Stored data
◆ ◆ ◆ ◆ ◆ ◆ ◆

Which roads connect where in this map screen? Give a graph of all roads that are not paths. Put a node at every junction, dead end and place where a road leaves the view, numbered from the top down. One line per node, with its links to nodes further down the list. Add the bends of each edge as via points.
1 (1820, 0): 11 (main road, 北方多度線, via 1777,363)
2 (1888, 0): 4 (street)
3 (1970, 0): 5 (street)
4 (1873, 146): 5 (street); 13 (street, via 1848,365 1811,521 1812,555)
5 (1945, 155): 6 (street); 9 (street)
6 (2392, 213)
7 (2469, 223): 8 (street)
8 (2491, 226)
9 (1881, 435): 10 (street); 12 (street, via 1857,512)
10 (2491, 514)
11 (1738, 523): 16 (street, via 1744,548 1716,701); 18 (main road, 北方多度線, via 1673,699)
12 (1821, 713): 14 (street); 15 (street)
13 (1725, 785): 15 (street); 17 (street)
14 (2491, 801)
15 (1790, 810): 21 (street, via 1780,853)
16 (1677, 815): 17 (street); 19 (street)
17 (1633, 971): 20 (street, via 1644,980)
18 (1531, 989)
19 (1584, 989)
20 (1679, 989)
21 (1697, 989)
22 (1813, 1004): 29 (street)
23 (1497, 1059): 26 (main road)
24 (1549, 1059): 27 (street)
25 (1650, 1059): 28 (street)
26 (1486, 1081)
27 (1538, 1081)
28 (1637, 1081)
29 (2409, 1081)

◆ ◆ ◆ ◆ ◆ ◆ ◆

What this task involves - Nothing should be altered. Set down all the data again.

Response -
Which roads connect where in this map screen? Give a graph of all roads that are not paths. Put a node at every junction, dead end and place where a road leaves the view, numbered from the top down. One line per node, with its links to nodes further down the list. Add the bends of each edge as via points.
1 (1820, 0): 11 (main road, 北方多度線, via 1777,363)
2 (1888, 0): 4 (street)
3 (1970, 0): 5 (street)
4 (1873, 146): 5 (street); 13 (street, via 1848,365 1811,521 1812,555)
5 (1945, 155): 6 (street); 9 (street)
6 (2392, 213)
7 (2469, 223): 8 (street)
8 (2491, 226)
9 (1881, 435): 10 (street); 12 (street, via 1857,512)
10 (2491, 514)
11 (1738, 523): 16 (street, via 1744,548 1716,701); 18 (main road, 北方多度線, via 1673,699)
12 (1821, 713): 14 (street); 15 (street)
13 (1725, 785): 15 (street); 17 (street)
14 (2491, 801)
15 (1790, 810): 21 (street, via 1780,853)
16 (1677, 815): 17 (street); 19 (street)
17 (1633, 971): 20 (street, via 1644,980)
18 (1531, 989)
19 (1584, 989)
20 (1679, 989)
21 (1697, 989)
22 (1813, 1004): 29 (street)
23 (1497, 1059): 26 (main road)
24 (1549, 1059): 27 (street)
25 (1650, 1059): 28 (street)
26 (1486, 1081)
27 (1538, 1081)
28 (1637, 1081)
29 (2409, 1081)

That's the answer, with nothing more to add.